Ya no conoces a nadie, todos bien tapados ni se ve a los parroquianos de los cuatro o cinco bares que antes recorrían las cuadrillas de mañana y de tarde. Ni el bar de los partidos deportivos es ya el epicentro de la vida social y del vermut. Ya nadie hace pronósticos en la porra, la más grande que yo he visto nunca, porque no podemos tomarnos un café.
«BUEN FIN DE SEMANA»
Todo cambia cuando, desde la seguridad de nuestras casas, salimos cada tarde al balcón para aplaudir y cantar. Es más, es cuando algunos nos preguntamos a los otros, cómo lo llevamos, después de cantar el «Hola don Pepito, y Hola don José» de los payasos de la tele. En ese momento «es cuando volvemos a nuestro corazón de niños», dice María por mensaje, y «compartimos unos segundos de comunidad» que, en función de los días, el humor o el clima dura más o menos.
Así, vemos pasar a Pablo, un policía nacional al que saludamos desde la ventana. «Ánimo», nos dice. «Ánimo», repite a los del balcón de la pancarta. «Hasta mañana», se despiden los de la casita de al lado y escucho un «hala, adiós» a lo lejos. «Que paséis buen fin de semana», se despiden entre risas. Y todos para adentro.
Aún, antes de cerrar, saludo desde la ventana a Carlos un vecino que baja la basura. «De quien me voy a contagiar si no hay nadie en la calle», lamenta.

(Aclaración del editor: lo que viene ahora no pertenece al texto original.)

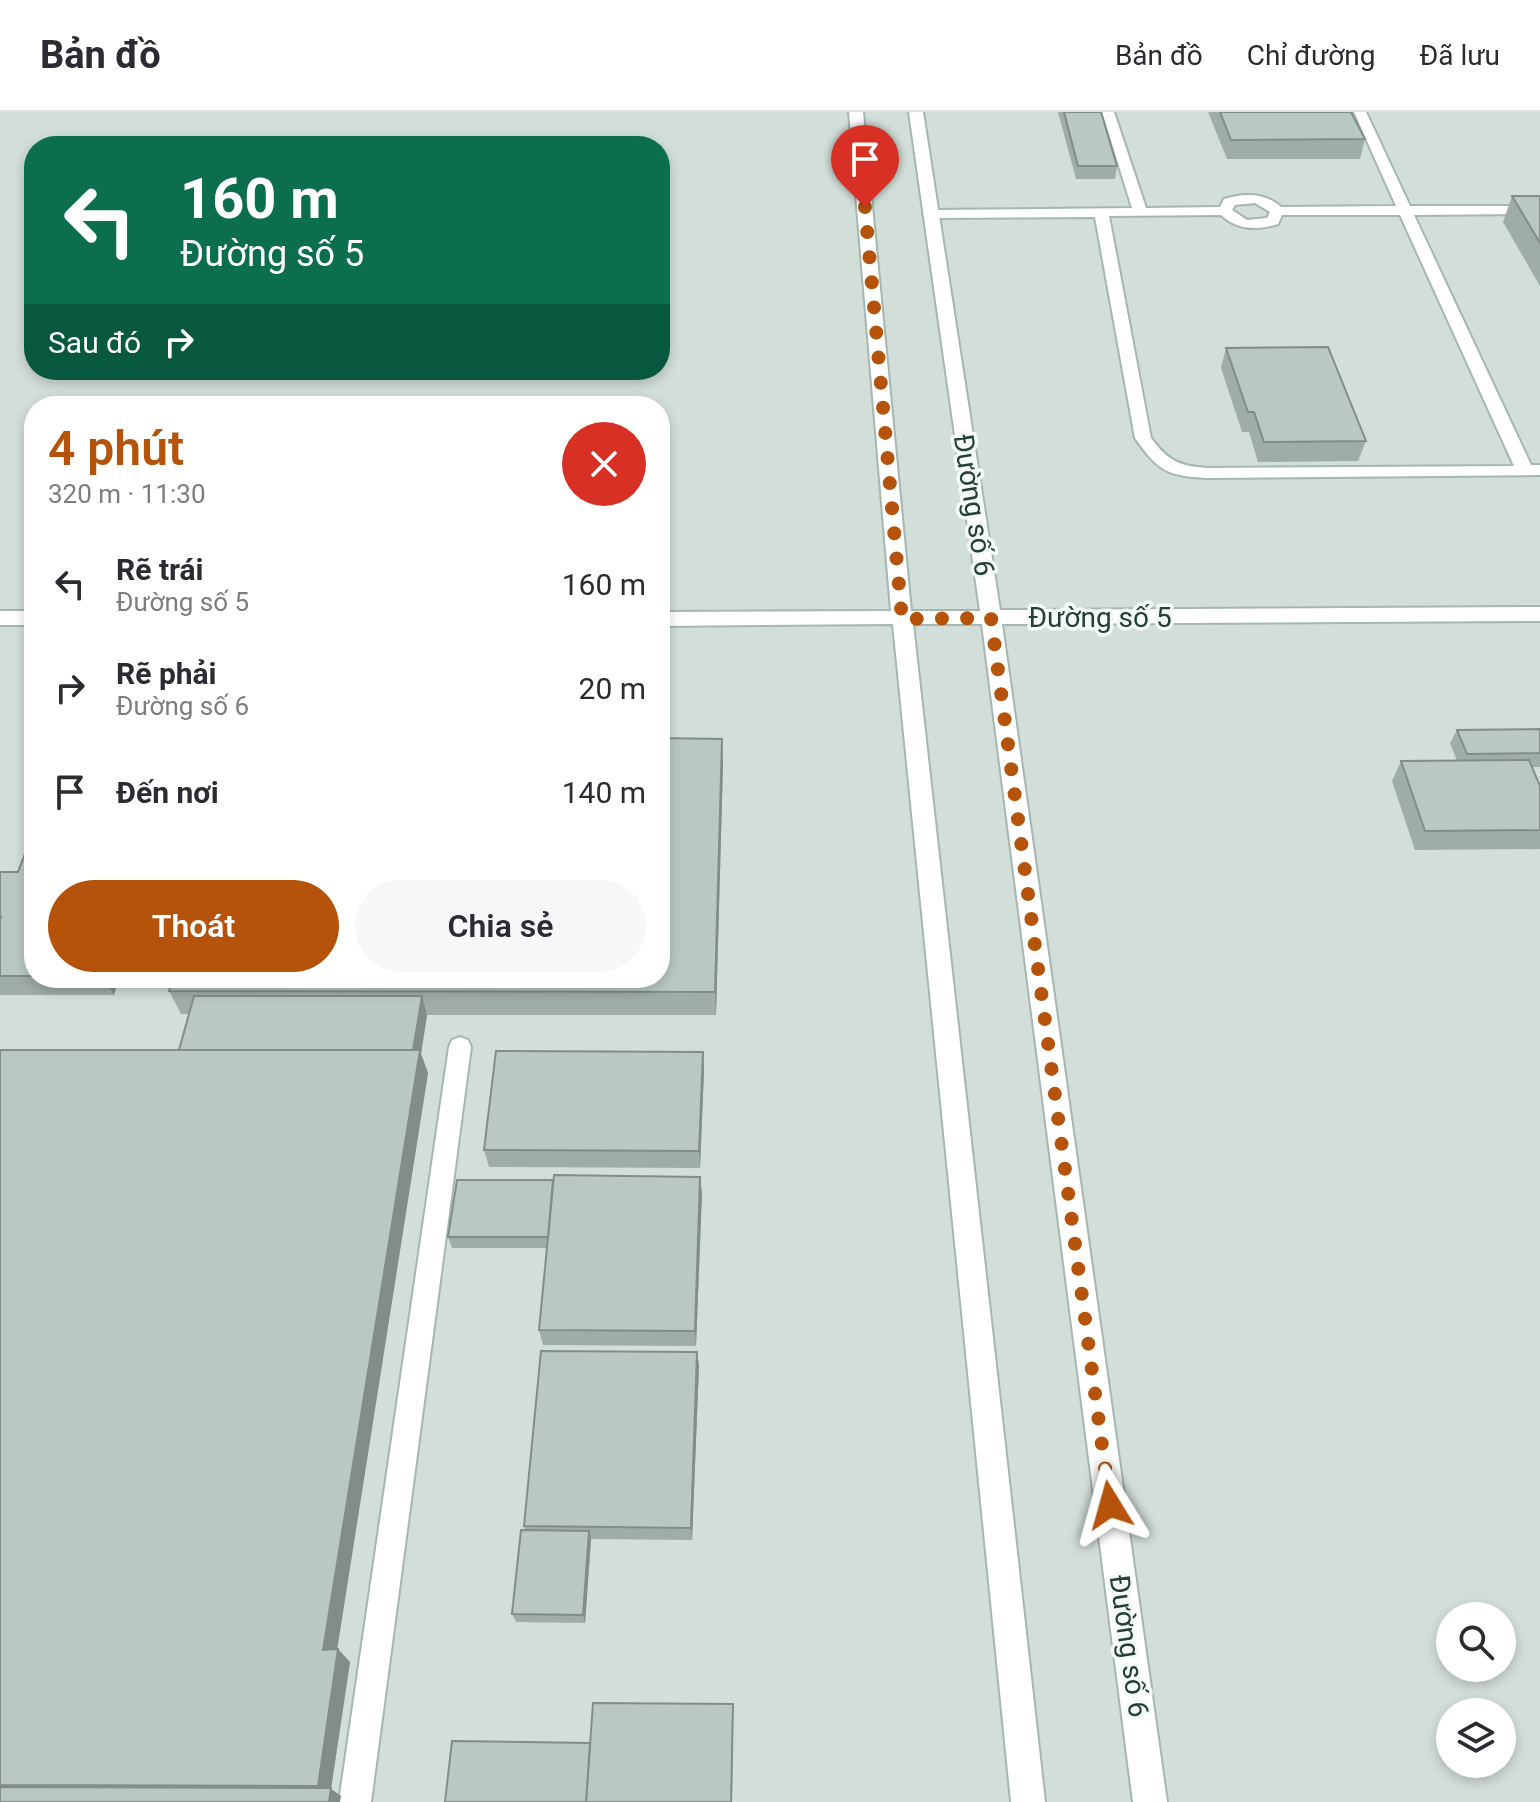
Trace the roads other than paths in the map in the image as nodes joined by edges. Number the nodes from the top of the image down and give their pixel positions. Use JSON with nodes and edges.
{"nodes":[{"id":1,"x":856,"y":112,"type":"edge"},
{"id":2,"x":916,"y":112,"type":"edge"},
{"id":3,"x":1108,"y":112,"type":"edge"},
{"id":4,"x":1360,"y":112,"type":"edge"},
{"id":5,"x":1405,"y":210,"type":"junction"},
{"id":6,"x":1540,"y":210,"type":"edge"},
{"id":7,"x":1225,"y":211,"type":"junction"},
{"id":8,"x":1277,"y":211,"type":"junction"},
{"id":9,"x":1140,"y":212,"type":"junction"},
{"id":10,"x":1101,"y":213,"type":"junction"},
{"id":11,"x":930,"y":214,"type":"junction"},
{"id":12,"x":1533,"y":471,"type":"edge"},
{"id":13,"x":1540,"y":614,"type":"edge"},
{"id":14,"x":0,"y":618,"type":"edge"},
{"id":15,"x":24,"y":618,"type":"edge"},
{"id":16,"x":991,"y":618,"type":"junction"},
{"id":17,"x":670,"y":619,"type":"edge"},
{"id":18,"x":902,"y":619,"type":"junction"},
{"id":19,"x":460,"y":1047,"type":"dead end"},
{"id":20,"x":355,"y":1802,"type":"edge"},
{"id":21,"x":1028,"y":1802,"type":"edge"},
{"id":22,"x":1150,"y":1802,"type":"edge"}],
"edges":[{"from":1,"to":18,"type":"street"},
{"from":2,"to":11,"type":"street","name":"Đường số 6"},
{"from":3,"to":9,"type":"lane"},
{"from":4,"to":5,"type":"lane"},
{"from":5,"to":6,"type":"lane"},
{"from":5,"to":8,"type":"lane"},
{"from":5,"to":12,"type":"lane"},
{"from":7,"to":8,"type":"lane"},
{"from":7,"to":8,"type":"lane"},
{"from":7,"to":9,"type":"lane"},
{"from":9,"to":10,"type":"lane"},
{"from":10,"to":11,"type":"lane"},
{"from":10,"to":12,"type":"lane"},
{"from":11,"to":16,"type":"street","name":"Đường số 6"},
{"from":13,"to":16,"type":"street","name":"Đường số 5"},
{"from":14,"to":15,"type":"street"},
{"from":16,"to":18,"type":"street","name":"Đường số 5"},
{"from":16,"to":22,"type":"street","name":"Đường số 6"},
{"from":17,"to":18,"type":"street","name":"Đường số 5"},
{"from":18,"to":21,"type":"street"},
{"from":19,"to":20,"type":"lane"}]}
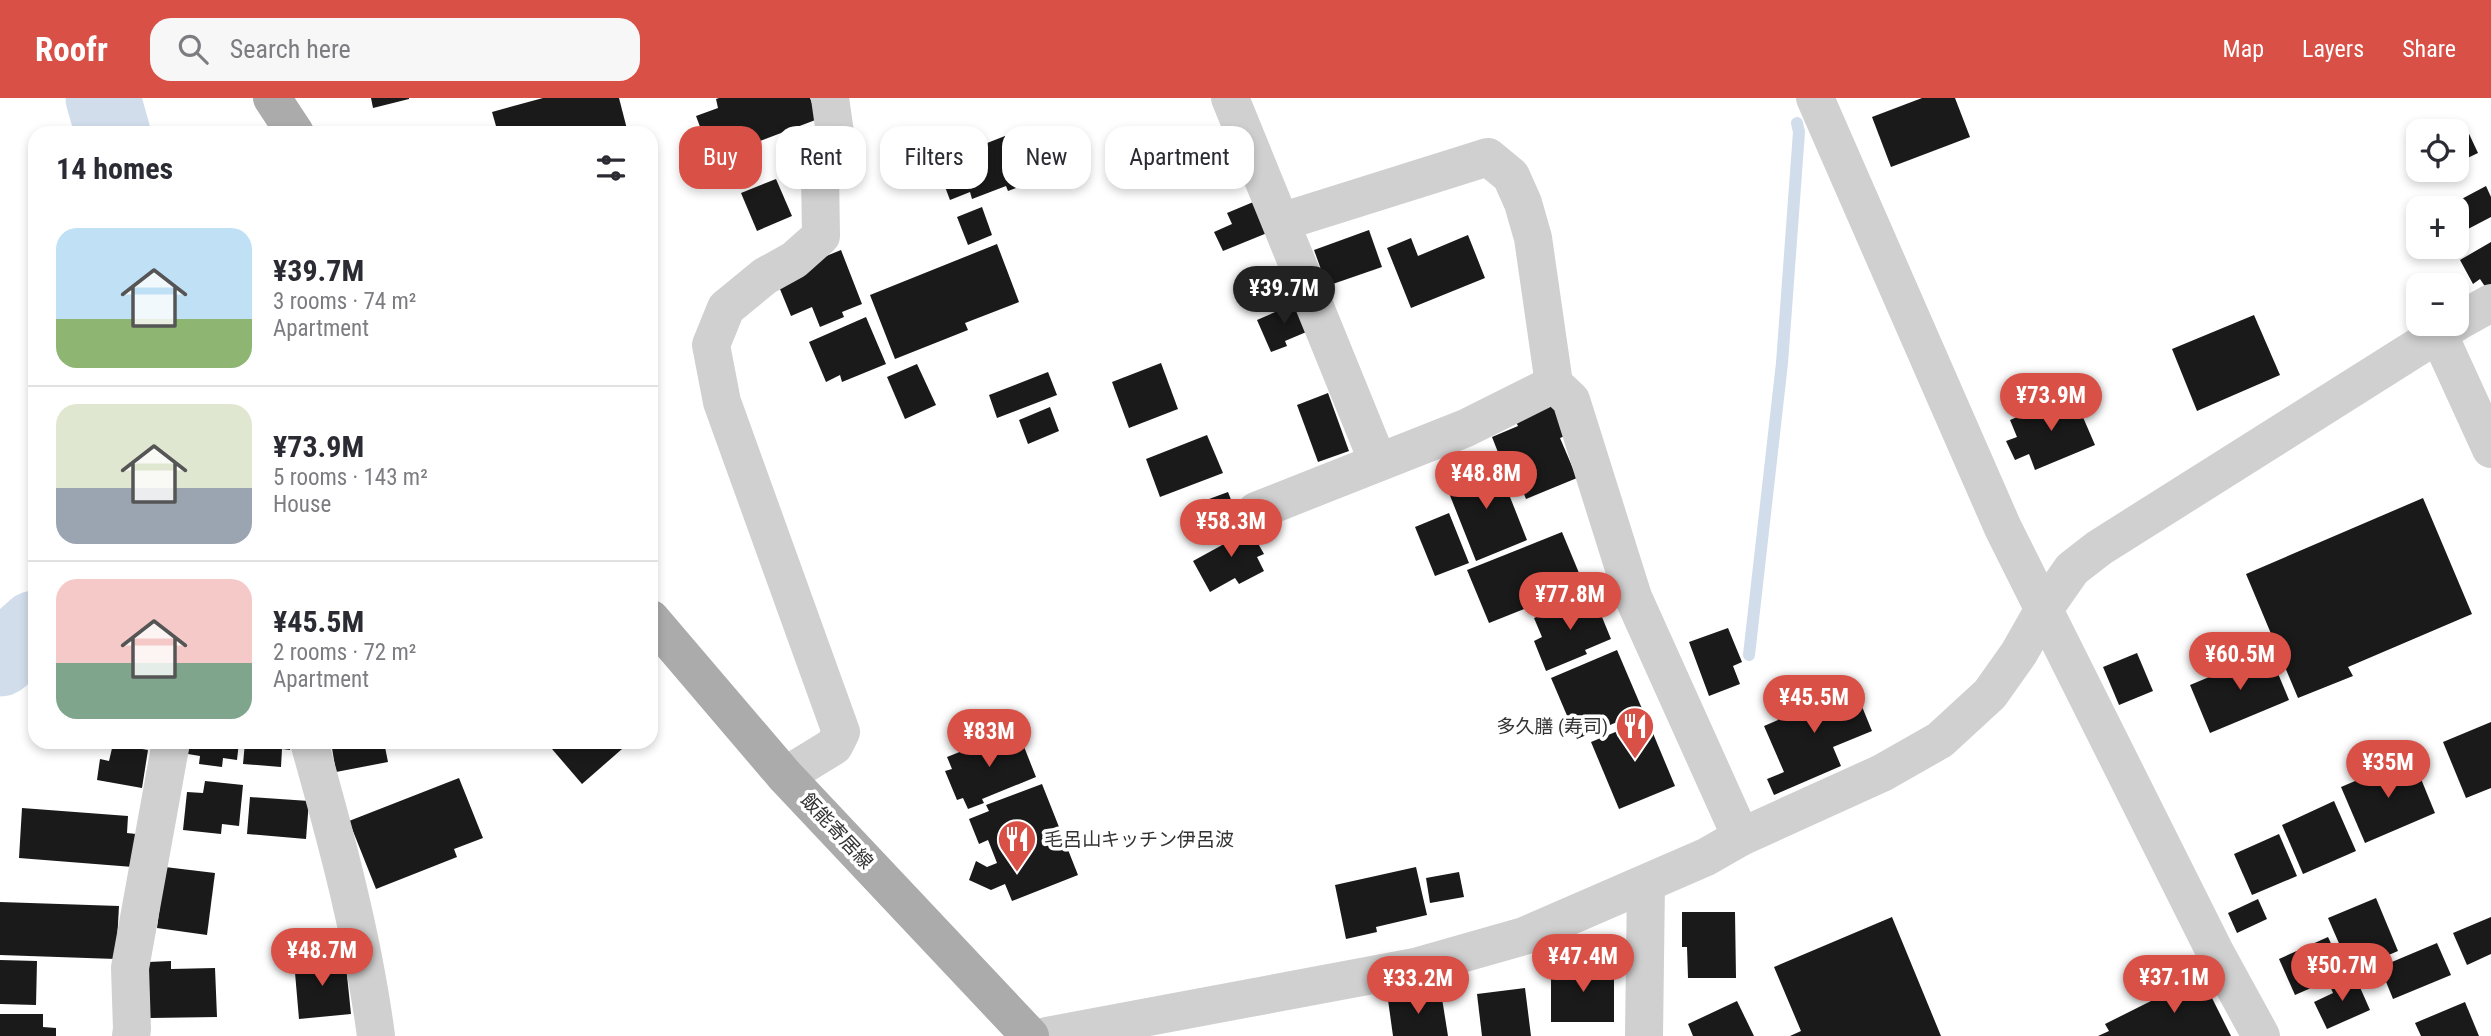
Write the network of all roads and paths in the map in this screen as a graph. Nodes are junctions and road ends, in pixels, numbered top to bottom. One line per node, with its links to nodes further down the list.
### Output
1 (272, 98): 5 (main road)
2 (830, 98): 19 (street)
3 (1230, 98): 6 (street)
4 (1815, 98): 15 (street)
5 (290, 126)
6 (1281, 222): 11 (street); 13 (street)
7 (2491, 303): 8 (street)
8 (2469, 315)
9 (2433, 336): 15 (street)
10 (2452, 336): 12 (street)
11 (1554, 384): 13 (street); 20 (street)
12 (2491, 449)
13 (1378, 462): 14 (street)
14 (1256, 511)
15 (2044, 609): 20 (street); 27 (street)
16 (658, 627): 19 (main road, 飯能寄居線)
17 (170, 749): 22 (street)
18 (311, 749): 23 (street)
19 (785, 776): 24 (main road, 飯能寄居線)
20 (1741, 837): 21 (street)
21 (1646, 884): 25 (street); 26 (street)
22 (131, 1036)
23 (376, 1036)
24 (1030, 1036)
25 (1047, 1036)
26 (1644, 1036)
27 (2261, 1036)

Si supiera el susto el que nos dimos al encontrarnos en nuestra escalera con una mujer, vestida con bata blanca, gorro, guantes y mascarilla. Con todo el material de protección. Estaba guardado en bolsas especiales algún tipo de residuos. Sólo confirmó que era personal sanitario y se negó a dar más información, alegando que no podía dar detalles. Inmediatamente supimos que alguien estaba en cuarentena en nuestro bloque y la preocupación cundió en casa porque tenemos una persona de un colectivo de riesgo. Otros vecinos también cogieron miedo. A partir del día siguiente se tomaron medidas en el edificio de higiene y seguridad.
El ascensor no se escucha. A ninguna hora del día. Sólo se oye a los más cercanos. Hay también poca vida en la calle que hasta la primavera llega tarde y los tres árboles del barrio siguen sin hojas.
El hombre mayor que cada día cogía el autobús un poco antes de las cinco ya no espera sentado en el banco. Siempre sólo, siempre con pinta de bastarse por si mismo, aunque pobre. Espero que esté bien.